Application for Review
[14] In his application for review dated 18 November 2016, Mr KN says:
(a) he was not advised that the surveyor’s cost was in addition to the lawyer’s fees and he did not arrange finance to cover that;
(b) he did not enter into a retainer with the firm in respect of the family matter, so he is not liable for the fee;
(c) despite knowing Mr KN’s situation, Mr HK was uncompromising over the debt, and did not deal with him promptly and fairly; and
(d) Mr KN has been unfairly prevented from obtaining credit because the lawyers knew he disputed the invoices claimed, but registered the debt with Veda anyway.

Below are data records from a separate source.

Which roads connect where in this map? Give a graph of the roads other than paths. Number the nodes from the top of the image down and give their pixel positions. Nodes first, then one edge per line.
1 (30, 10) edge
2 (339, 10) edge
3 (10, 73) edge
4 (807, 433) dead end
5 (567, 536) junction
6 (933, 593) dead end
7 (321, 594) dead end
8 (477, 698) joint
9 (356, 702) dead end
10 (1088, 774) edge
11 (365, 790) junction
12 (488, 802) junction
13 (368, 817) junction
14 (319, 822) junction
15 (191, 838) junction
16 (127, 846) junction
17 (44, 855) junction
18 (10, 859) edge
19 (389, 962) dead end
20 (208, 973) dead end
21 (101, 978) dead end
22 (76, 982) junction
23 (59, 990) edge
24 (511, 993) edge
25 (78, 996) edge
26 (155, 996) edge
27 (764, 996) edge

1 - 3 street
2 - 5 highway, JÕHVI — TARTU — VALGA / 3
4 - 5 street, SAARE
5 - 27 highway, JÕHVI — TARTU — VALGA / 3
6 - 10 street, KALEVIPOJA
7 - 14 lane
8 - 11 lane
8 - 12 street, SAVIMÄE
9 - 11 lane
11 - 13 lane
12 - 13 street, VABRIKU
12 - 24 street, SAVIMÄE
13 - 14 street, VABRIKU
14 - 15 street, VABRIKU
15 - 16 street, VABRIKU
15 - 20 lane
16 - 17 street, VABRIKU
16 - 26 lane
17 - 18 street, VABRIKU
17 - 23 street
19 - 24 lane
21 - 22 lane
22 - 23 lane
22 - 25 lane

[15] The lawyers maintain the position they adopted in the Committee process.
Review hearing
[16] The parties and Mr WS attended a review hearing in Auckland on 31 January
2018.
Nature and scope of review
[17] The nature and scope of a review have been discussed by the High Court, which said of the process of review under the Act:1
... the power of review conferred upon Review Officers is not appropriately equated with a general appeal. The obligations and powers of the Review Officer as described in the Act create a very particular statutory process.
The Review Officer has broad powers to conduct his or her own investigations including the power to exercise for that purpose all the powers of a Standards Committee or an investigator and seek and receive evidence. These powers extend to “any review” ...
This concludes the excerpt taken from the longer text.